In this Cauliflower Moong Dal dish, Moong Dal lentils and Cauliflower make a beautiful and delicious pair. The warm spices added to the stew give you the right amount of kick and make it a perfect Fall night meal. A simply made soup or stew yet packed with protein and nutrients.
I’m sure, somewhere in the world, people do combine veggies with their lentils to make it a hearty and wholesome dish (and no, I’m not talking about Sambar or Dalma) What I know for a fact is, my Ma makes Cauliflower Moong Dal a lot and I have always loved it. Some dishes just scream comfort, no? Sometimes, she would add potatoes and shrimp to the dal and TRUST ME, that tastes simply divine. Yes yes, I owe another recipe on that. I tell you – lentils are so versatile -dress them up or dress them down but you will never be disappointed with the taste. This heirloom recipe purely belongs to my Ma. They say even if you follow the same steps for a particular recipe, yet you don’t get the same exact result. That’s true, because, it’s all about the touch and when you cook something with lots of love in your heart, the dish comes out to be extraordinary. That’s what my Ma does. Her love and affection for people reflect on her food.
Many people think that vegan food is boring and tasteless. If you think so, then you must try cooking Indian, Moroccan, and Middle Eastern cuisines which are packed with herbs & spices and they are anything but boring. Just one cup of cooked lentils contains a whopping 18 grams of protein! What else we want, right? And there are so many different types of lentils too. French lentils can take on just about any dressing and get made into all kinds of salads, red lentils are great in soups and stews, yellow lentils and moong dal are amazing in Indian dishes etc.
If you want to check out a few of my other Lentil Soup recipes here are the links:
Before making this dish, I had to call my Ma and ask her the exact steps. Cauliflower Moong Dal is a no-fuss recipe and pretty easy to make.
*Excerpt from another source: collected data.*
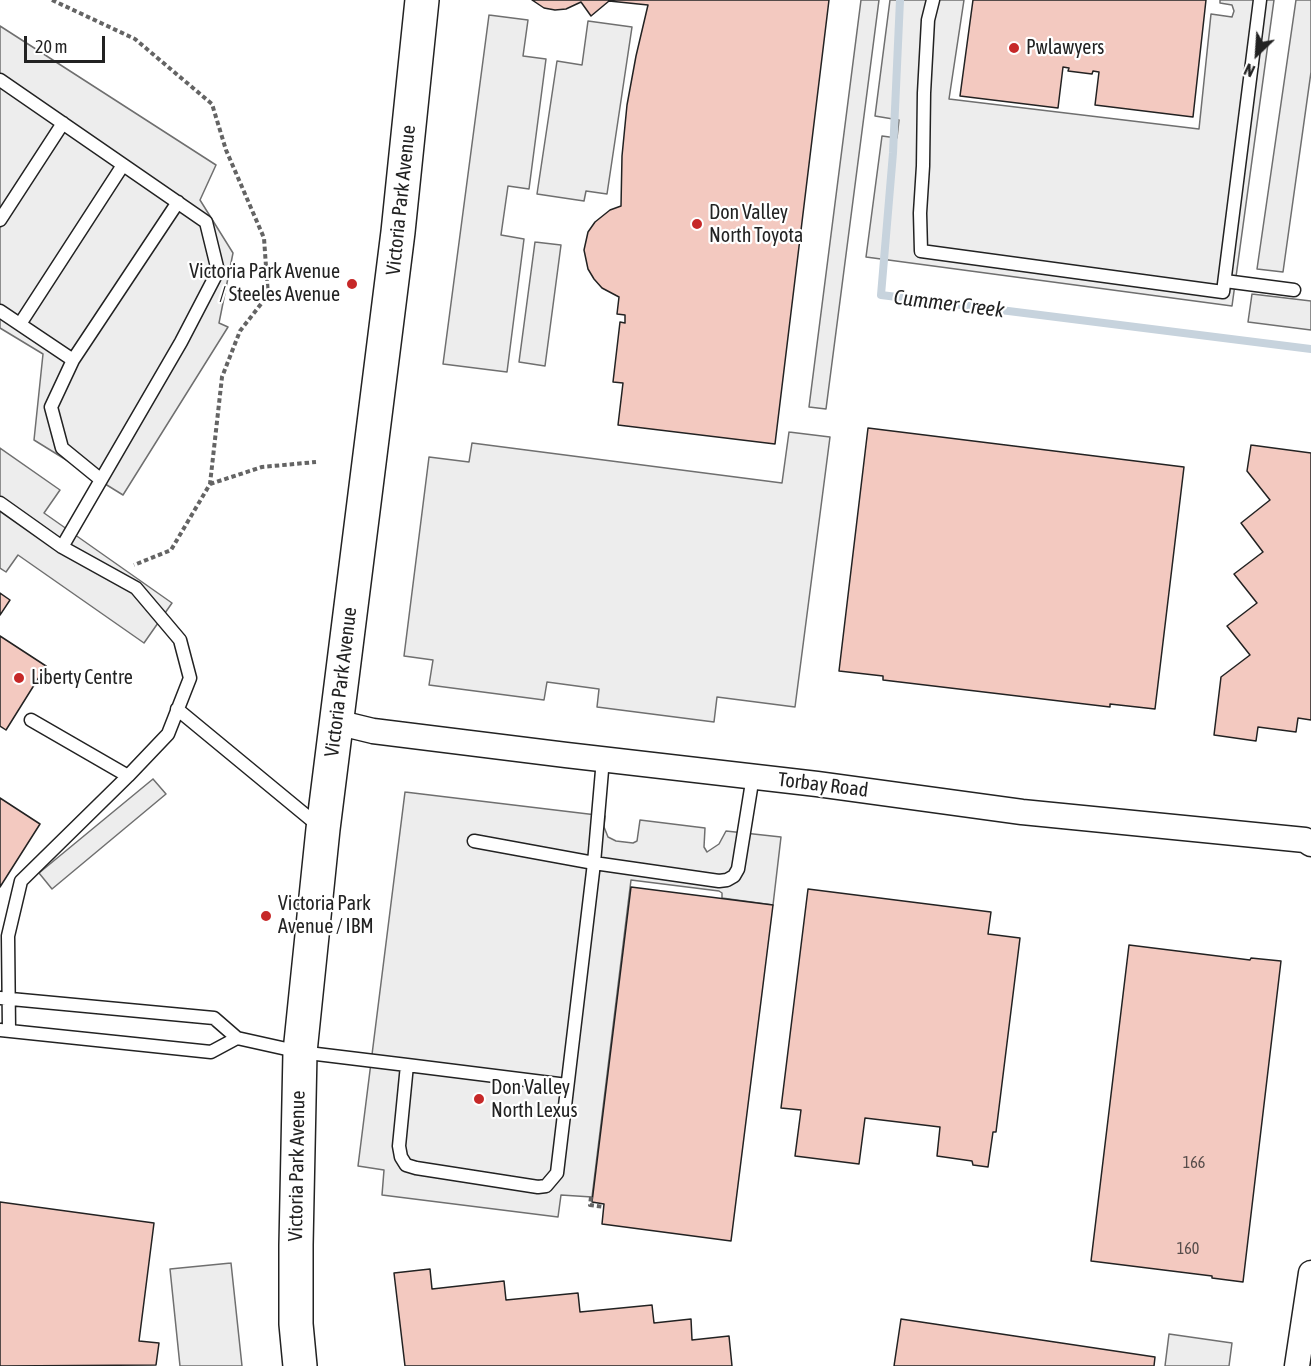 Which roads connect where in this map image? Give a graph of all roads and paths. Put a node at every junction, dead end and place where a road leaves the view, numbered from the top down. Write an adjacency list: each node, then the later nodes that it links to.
1 (422, 0): 21 (street, Victoria Park Avenue)
2 (933, 0): 9 (lane)
3 (1260, 0): 9 (lane)
4 (1, 83): 5 (lane)
5 (63, 123): 6 (lane); 8 (lane)
6 (123, 165): 7 (lane); 12 (lane)
7 (178, 202): 13 (lane); 15 (lane)
8 (0, 220)
9 (1225, 281): 10 (lane)
10 (1294, 291)
11 (0, 311): 12 (lane)
12 (20, 324): 13 (lane)
13 (73, 360): 15 (lane)
14 (316, 462): 16 (path)
15 (100, 478): 18 (lane)
16 (210, 484)
17 (0, 503): 18 (lane)
18 (62, 547): 19 (lane)
19 (177, 709): 23 (lane); 25 (lane)
20 (31, 720): 23 (lane)
21 (336, 722): 22 (street, Torbay Road); 25 (street, Victoria Park Avenue)
22 (603, 759): 24 (street, Torbay Road); 28 (lane)
23 (128, 776): 29 (lane)
24 (753, 776): 27 (street, Torbay Road); 28 (lane)
25 (323, 829): 32 (street, Victoria Park Avenue)
26 (474, 841): 28 (lane)
27 (1311, 844)
28 (594, 863): 34 (lane)
29 (4, 998): 30 (lane); 31 (lane)
30 (5, 1030): 31 (lane)
31 (237, 1038): 32 (lane)
32 (300, 1052): 33 (lane); 38 (street, Victoria Park Avenue)
33 (407, 1065): 34 (lane); 34 (lane)
34 (567, 1085)
35 (591, 1197): 36 (path)
36 (604, 1207)
37 (1311, 1273): 39 (street)
38 (300, 1366)
39 (1297, 1366)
Feel free to play around with the spices – adding in more or removing ones you may not particularly like until you find a combination that suits your taste buds.
- 1 cup Moong Dal (You can use other types of lentils too)
- 1 small Cauliflower washed and cut into florets
- 1 TBSP Turmeric
- Cumin powder 1 tbsp
- Green chilies 3 or 4
- Minced ginger 1 tsp
- Onion 1 small
- Salt as per to your taste
- Tomatoes 2 medium sized
- Chopped cilantro 1 Tbsp
- Oil 4 Tbsp + 1 Tbsp
- Dry roast the moong dal for few minutes to get a nice aroma. Then soak the dal in water for about 15-20 minutes.
- Now wash the dal and put in a saucepan. Add around 4 cups of water, salt, turmeric powder, cumin powder and the whole green chili to the dal.
- Let the dal to cook for around 15-20 minutes or until the dal becomes just soft.
- Now heat 3 Tbs oil or ghee in another pan. Put the onion in the oil and fry them until become soft. Then add the ginger, tomato and stir them to mix. (If it is needed add little water so that your masala do not burn).
- Stir the masala until the oil starts to separate from the masala. Then add the cauliflower in the pan and stir carefully to coat all the florets with the masala.
- Then carefully pour the cooked dal in the pan, give a stir and cover the pan; and let it cook for around another 15-20 minutes or until the cauliflower becomes soft.